Históricamente, la izquierda concebía el éxito en función de construcciones colectivas, y era de allí de donde surgían sus líderes: luchas estudiantiles y sociales, movimientos de derechos humanos, sindicatos, guerrillas. Todavía hoy muchas de sus figuras vienen de allí, aunque la izquierda también ha sido permeada por los valores del individualismo y hoy recurre complementariamente a otras fuentes: no es casual que cada vez más líderes de izquierda, desde Ricardo Lagos hasta Alvaro García Linera o Rafael Correa, provengan de la actividad académica, que permite combinar el éxito individual –se trata de un oficio de solitarios– con el necesario prestigio social.

En cambio, la derecha valora –y, por lo tanto, premia– el éxito individual concebido como reflejo de la división winners-losers, americanísima distinción cuya manifestación cinematográfica más lograda es por supuesto Jerry Maguire. En la gran película de Cameron Crowe, el más winner entre los winners (Tom Cruise, el actor más taquillero de Hollywood) interpreta a un manager deportivo canchero y exitoso que un día, como resultado de una reflexión individual de carácter ético, decide voluntariamente convertirse en loser: se queda sin trabajo, sus antiguos clientes lo dejan y su ambiciosa novia lo noquea de una piña.

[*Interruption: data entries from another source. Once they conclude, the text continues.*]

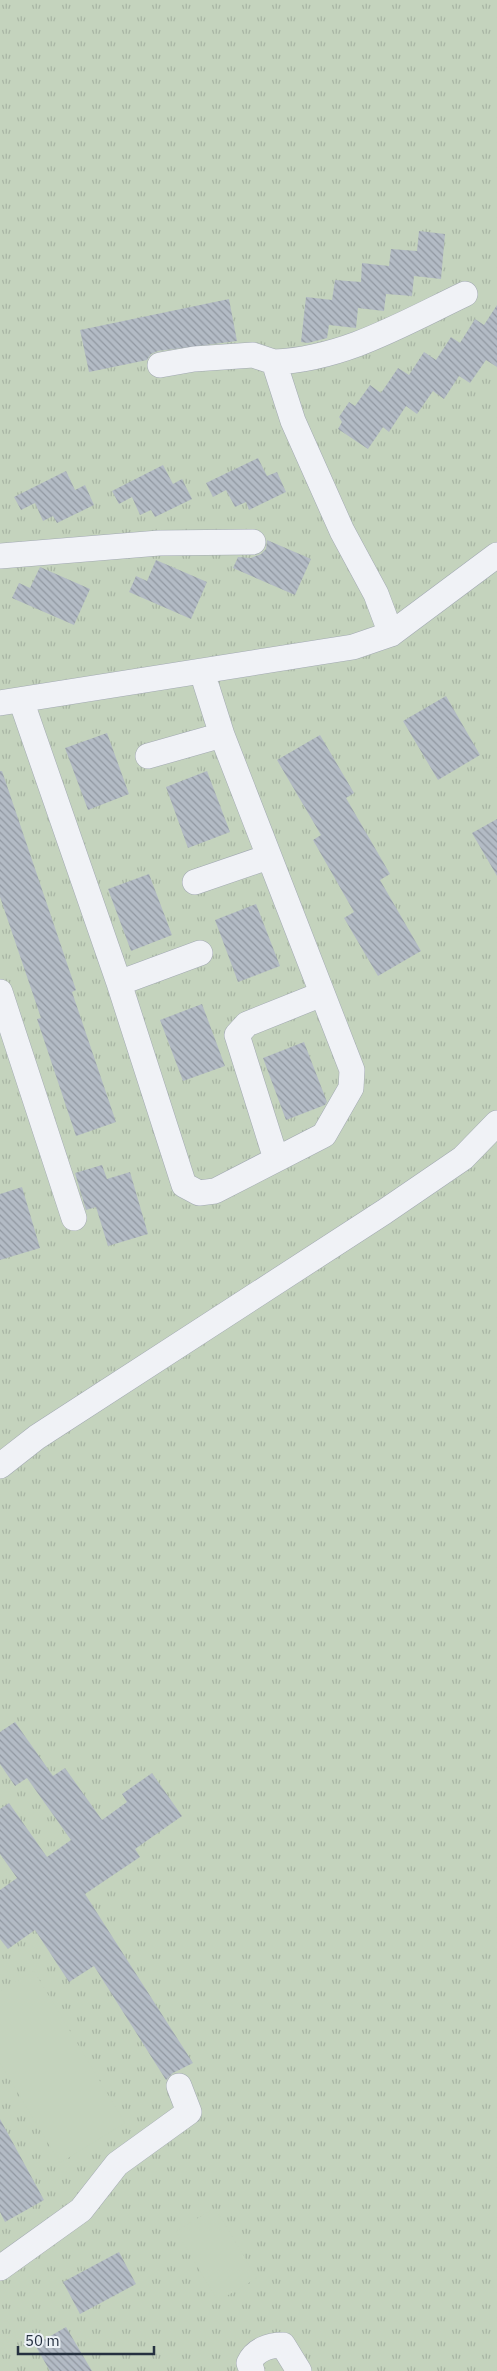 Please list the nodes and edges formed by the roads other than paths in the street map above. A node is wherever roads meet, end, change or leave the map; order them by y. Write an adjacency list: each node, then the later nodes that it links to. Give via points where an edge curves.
1 (464, 294): 2 (street, via 374,339 327,356)
2 (274, 362): 3 (street, via 253,355); 7 (street, via 293,421 342,531 376,594)
3 (160, 365)
4 (253, 542): 6 (street, via 159,543)
5 (497, 555): 7 (street)
6 (0, 556)
7 (391, 634): 8 (street, via 353,647)
8 (202, 672): 9 (street); 10 (street)
9 (10, 702): 15 (street)
10 (222, 735): 11 (street); 12 (street)
11 (148, 756)
12 (268, 857): 13 (street); 17 (street)
13 (195, 882)
14 (200, 953): 15 (street)
15 (120, 983): 19 (street, via 184,1185 199,1193 215,1191)
16 (0, 992): 20 (street)
17 (322, 994): 19 (street, via 352,1070 351,1088 324,1135); 19 (street, via 247,1024 237,1035)
18 (497, 1122): 21 (street, via 455,1163 37,1437)
19 (276, 1159)
20 (74, 1218)
21 (0, 1466)
22 (179, 2086): 23 (street, via 189,2112 117,2164 81,2210)
23 (1, 2266)
24 (252, 2371): 25 (street, via 249,2363 253,2355 278,2345 287,2349)
25 (299, 2371)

Pero Jerry Maguire se recupera y, al final, con la ayuda de la bella Renée Zellweger, encuentra una vía para el éxito menos competitiva y deshumanizada. ¿Podrán los líderes de la nueva derecha, dentro y fuera del peronismo, bajar del pedestal y acercarse a los problemas de los terrícolas? La política es exitista por definición; exige triunfos constantes, carisma y proezas, pero también requiere sensibilidad y empatía: ¿podrá algún día Macri (o De Narváez o Reutemann o Scioli) seguir el camino de Jerry Maguire?